Diving into the Linux Networking Stack, Part I

By Michael J. Schultz

Published Sunday, March 13, 2011

This is the first part of a (planned) multi-part series on receiving a network packet on a modern Linux kernel.

Have you ever wondered what happens when your Linux machine gets a packet from the network? I have, but most of the information I've seen is concerned with the 2.4.x kernel. For my own sake, I decided to take a walk through the Linux networking stack (using Linux kernel 2.6.37) and thought someone else might be interested in a little breakdown as well.

Starting at the Driver

I've decided to take a bottom up approach and begin with software that interacts with the physical network card, the driver.

In general network drivers follow a fairly typical route in processing: the kernel boots up, initializes data structures, sets up some interrupt routines, and tells the network card where to put packets when they are received. When a packet is actually received, the card signals the kernel causing it to do some processing and then cleans up some resources. I'll talk about the fairly generic routines that network devices share in common and then move to a concrete example with the igb driver.

A General View of Network Drivers

Network drivers are far from the simplest drivers in the kernel. They push the speed boundaries of modern multi-core processors. Almost every new system comes with a 1 Gigabit per second (Gbps) network card. Taking into account that the smallest Ethernet frame size is 64 bytes (plus 8 bytes for synchronization and a 12 byte inter-frame gap), a 1 Gbps network card should (by specification) be able to handle:

$\frac{1 Gbps}{672 bits/frame}=1.488 Million frames per second$

This leaves us with a processing time of about 672 nanoseconds per frame. A 2 Gigahertz processor can execute about 1,400 cycles in that time and a single instruction can take multiple cycles.

Is a modern operating system able to keep up with that rate? The simple answer is: "no." The standard Linux kernel can't keep that pace for an extended period of time it relies on buffering to handle short bursts of traffic beyond what it can handle. It still does its best to get as many packets as possible using modern network card resources and the multi-core processors available on the machine.

A Quick Refresher on Driver Basics

During the boot process the kernel discovers the network card and sets up its data structures. These data structures include multiple queues for receiving packets while the kernel trying to process them. Each receive queue is independent from the rest so a processor core can work through its backlog safely. To prevent wasteful context switching, interrupts are disabled while a core works through the packet backlog. The network card also writes packets directly to memory so no processor resources are used to move the packet from one place to another.

How does this all happen so quickly? It all depends on some careful coordination between the kernel and the hardware. Since every piece of hardware is different the kernel creates a standard interface between itself (or the user) and the underlying hardware through a "driver." The driver provides the abstract kernel functions by implementing them for the actual hardware. The driver uses whatever tricks available to fufill a request.

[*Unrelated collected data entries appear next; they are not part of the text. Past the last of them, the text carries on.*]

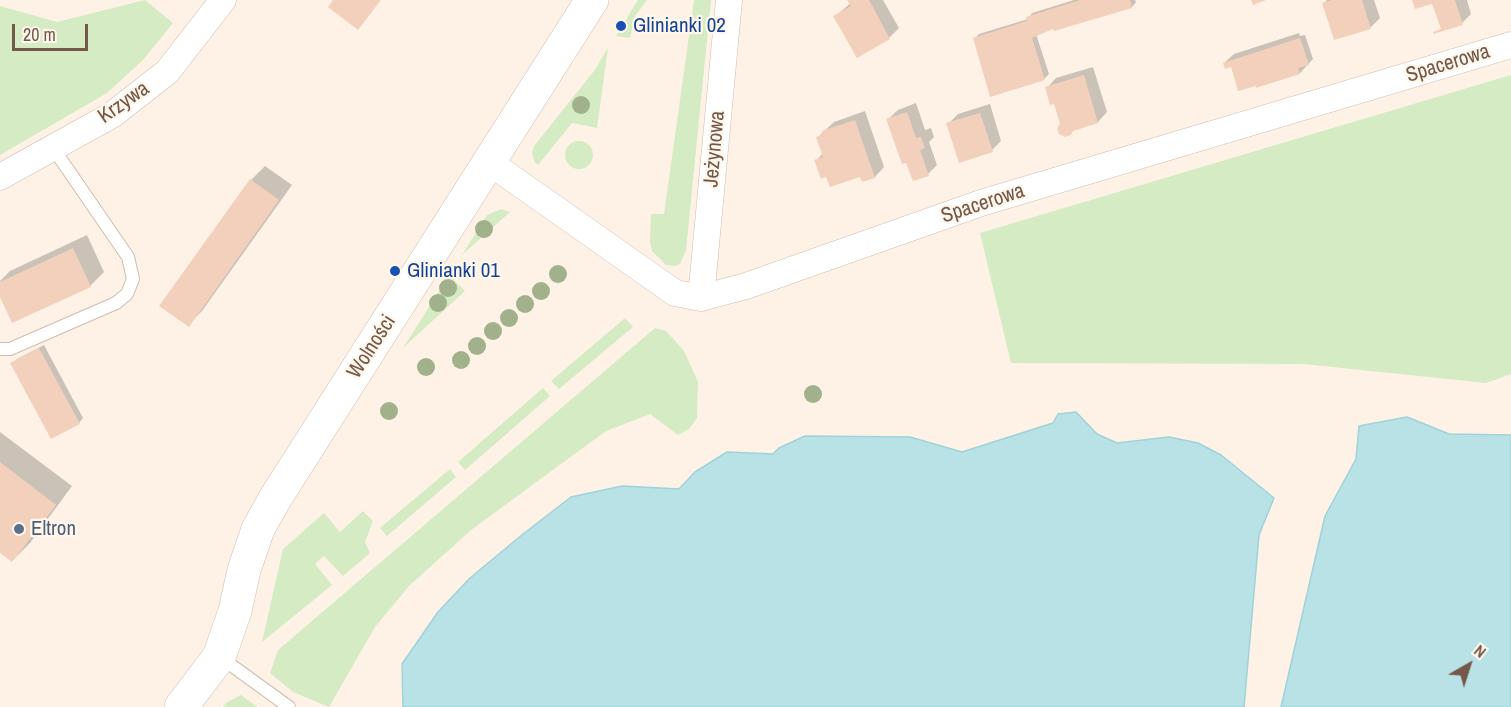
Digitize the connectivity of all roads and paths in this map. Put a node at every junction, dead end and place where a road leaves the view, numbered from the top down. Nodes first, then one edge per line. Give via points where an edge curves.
1 (223, 0) edge
2 (592, 0) edge
3 (729, 0) edge
4 (1511, 45) edge
5 (53, 148) junction
6 (489, 162) junction
7 (0, 177) edge
8 (701, 298) junction
9 (0, 349) edge
10 (219, 657) junction
11 (181, 707) edge
12 (289, 707) edge

1 - 5 street, Krzywa via 167,72 112,115
2 - 6 street, Wolności
3 - 8 street, Jeżynowa
4 - 8 street, Spacerowa via 981,203 746,286
5 - 7 street, Krzywa
5 - 9 lane via 128,257 133,279 127,294 116,303 10,349
6 - 8 street, Spacerowa via 675,293
6 - 10 street, Wolności via 258,529
10 - 11 street, Wolności
10 - 12 lane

Network drivers typically give the hardware a region of memory, that describes separate memory locations it can write packets to, and carefully allocates/re-allocates resources as needed.

Hardware connects to descriptor rings which connect to memory. Buffer
rings connect to same memory for
software.

In the figure above, you can see the main components involved in the low level packet reception: main memory, the network card, and the Linux kernel.

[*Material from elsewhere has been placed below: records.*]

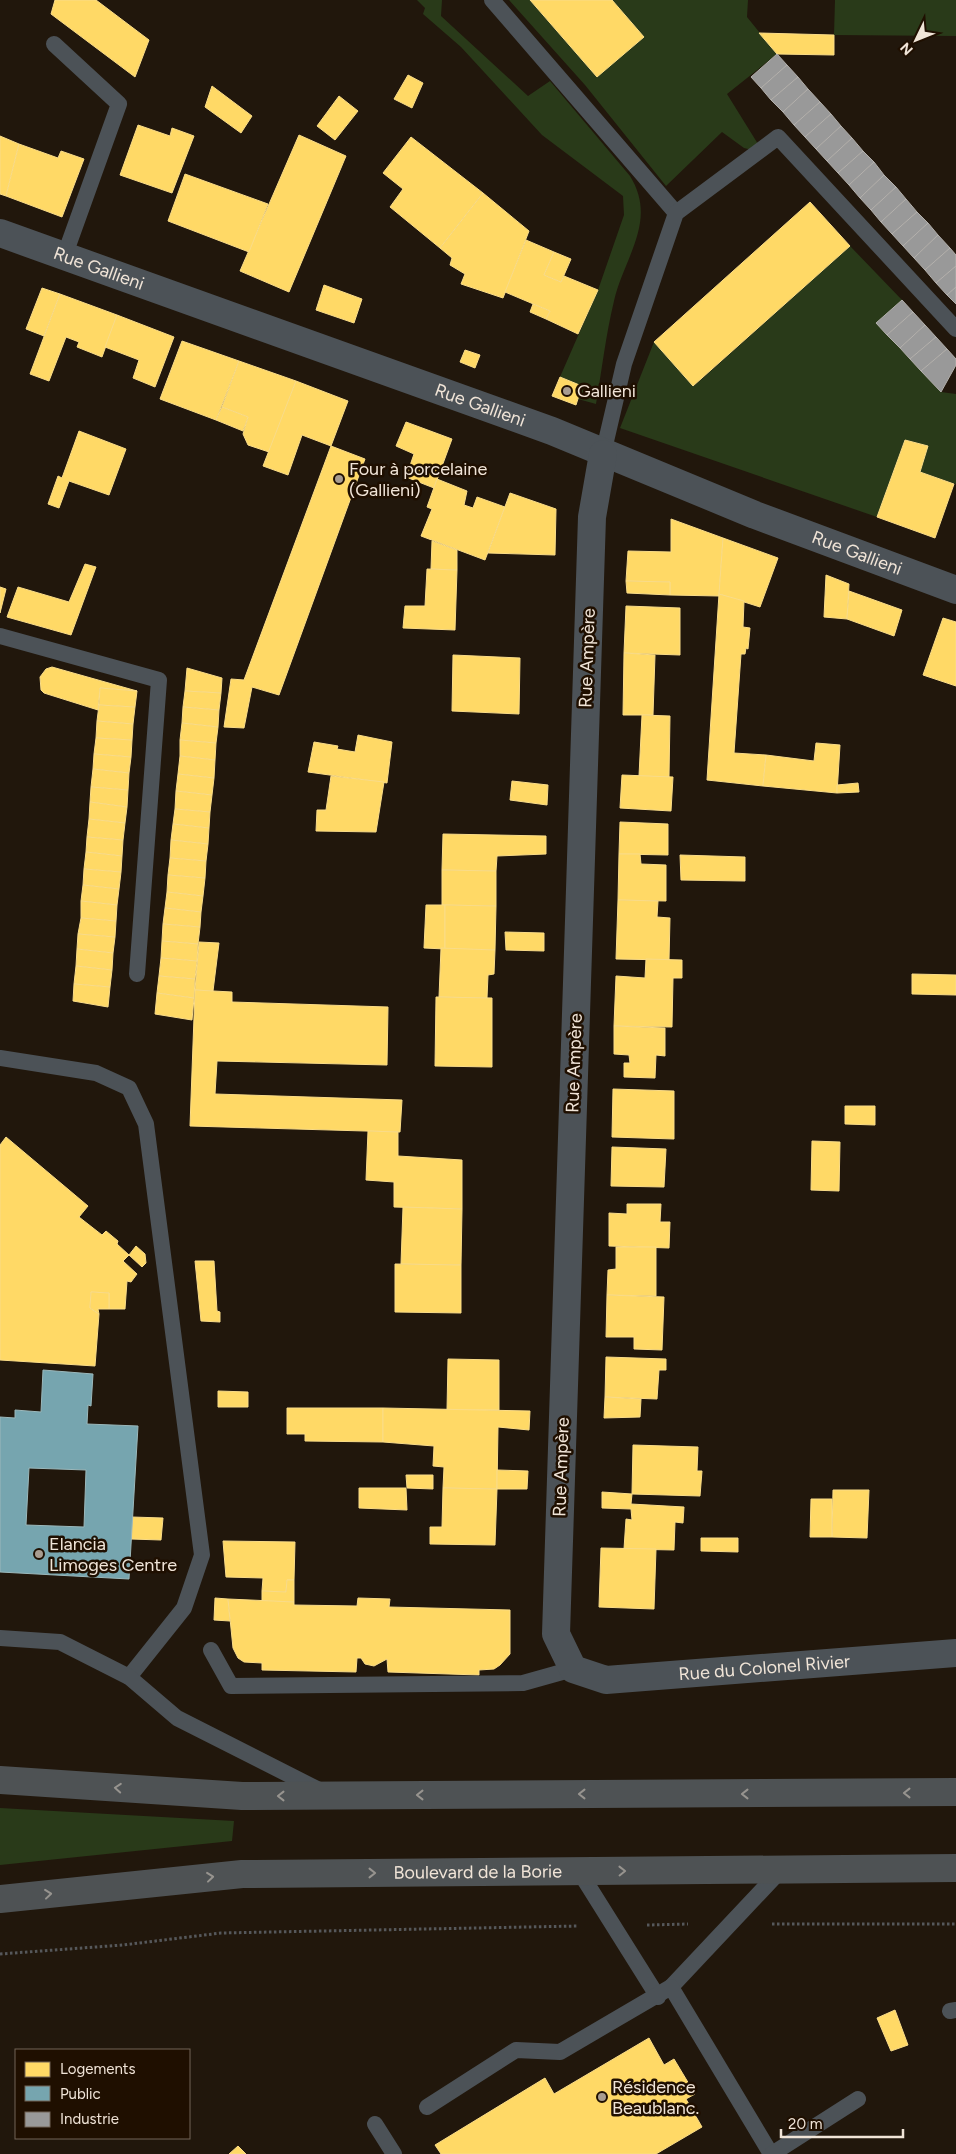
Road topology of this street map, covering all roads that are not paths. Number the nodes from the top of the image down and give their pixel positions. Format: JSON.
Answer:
{"nodes":[{"id":1,"x":492,"y":0,"type":"edge"},
{"id":2,"x":54,"y":44,"type":"dead end"},
{"id":3,"x":676,"y":213,"type":"junction"},
{"id":4,"x":0,"y":233,"type":"edge"},
{"id":5,"x":64,"y":257,"type":"junction"},
{"id":6,"x":956,"y":329,"type":"edge"},
{"id":7,"x":603,"y":454,"type":"junction"},
{"id":8,"x":956,"y":590,"type":"edge"},
{"id":9,"x":0,"y":636,"type":"edge"},
{"id":10,"x":137,"y":974,"type":"dead end"},
{"id":11,"x":0,"y":1058,"type":"edge"},
{"id":12,"x":0,"y":1638,"type":"edge"},
{"id":13,"x":211,"y":1650,"type":"dead end"},
{"id":14,"x":956,"y":1653,"type":"edge"},
{"id":15,"x":573,"y":1669,"type":"junction"},
{"id":16,"x":130,"y":1677,"type":"junction"},
{"id":17,"x":0,"y":1780,"type":"edge"},
{"id":18,"x":956,"y":1792,"type":"edge"},
{"id":19,"x":329,"y":1796,"type":"junction"},
{"id":20,"x":956,"y":1868,"type":"edge"},
{"id":21,"x":782,"y":1869,"type":"junction"},
{"id":22,"x":579,"y":1871,"type":"junction"},
{"id":23,"x":0,"y":1899,"type":"edge"},
{"id":24,"x":664,"y":1992,"type":"junction"},
{"id":25,"x":858,"y":2099,"type":"dead end"},
{"id":26,"x":427,"y":2107,"type":"dead end"},
{"id":27,"x":374,"y":2124,"type":"dead end"},
{"id":28,"x":394,"y":2154,"type":"edge"},
{"id":29,"x":771,"y":2154,"type":"edge"}],
"edges":[{"from":1,"to":3,"type":"lane"},
{"from":2,"to":5,"type":"lane"},
{"from":3,"to":6,"type":"lane"},
{"from":3,"to":7,"type":"lane"},
{"from":4,"to":5,"type":"street","name":"Rue Gallieni"},
{"from":5,"to":7,"type":"street","name":"Rue Gallieni"},
{"from":7,"to":8,"type":"street","name":"Rue Gallieni"},
{"from":7,"to":15,"type":"street","name":"Rue Ampère"},
{"from":9,"to":10,"type":"lane"},
{"from":11,"to":16,"type":"lane"},
{"from":12,"to":16,"type":"lane"},
{"from":13,"to":15,"type":"lane"},
{"from":14,"to":15,"type":"street","name":"Rue du Colonel Rivier"},
{"from":16,"to":19,"type":"lane"},
{"from":19,"to":17,"type":"main road","one_way":true},
{"from":18,"to":19,"type":"main road","one_way":true},
{"from":20,"to":21,"type":"main road","name":"Boulevard de la Borie"},
{"from":22,"to":21,"type":"main road","name":"Boulevard de la Borie","one_way":true},
{"from":21,"to":24,"type":"lane"},
{"from":23,"to":22,"type":"main road","name":"Boulevard de la Borie","one_way":true},
{"from":22,"to":24,"type":"lane"},
{"from":24,"to":26,"type":"lane"},
{"from":24,"to":29,"type":"lane"},
{"from":25,"to":29,"type":"lane"},
{"from":27,"to":28,"type":"lane"}]}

On the left side, the network card holds a descriptor ring. An entry in the descriptor ring points to a location in main memory (which was set up to be a socket buffer) where it will write the packet. Entries can also contain information about the packet or the state of the network card during reception.

On the right side, the Linux kernel maintains a pool of socket buffers. The pool concept works well here because the network card needs quick access to socket buffers, but once used a socket buffer can remain active for a while so the network card can go back to the pool and grab a new one. There can also be a simple wrapper between the socket buffers and the descriptor ring to decrease overhead when moving around the network stack.

Finally, the only real direct communication from the network card to the kernel happens by way of an interrupt. Once the network card finishes receiving a packet it signals the kernel, by way of an interrupt, that it has processing to do.

A Concrete Example in `igb`

I'm going to work through the Intel Gigabit Ethernet (drivers/net/igb/) driver. All functions that I'll discuss here are in igb_main.c, unless otherwise noted. The other files in that directory are very hardware specific functions that lets the software communicate with the hardware, the implementation of these is usually just a matter of reading the hardware specification and writing software that follows the specification.

Initialization

Typically during the boot process the driver is loaded into the kernel as a kernel module. When the module is registered with the kernel it executes a callback function called igb_init_module. This function registers the driver with the PCI bus and provides another callback which is executed once the PCI bus is configured. Once the PCI bus is ready, we end up at the igb_probe function.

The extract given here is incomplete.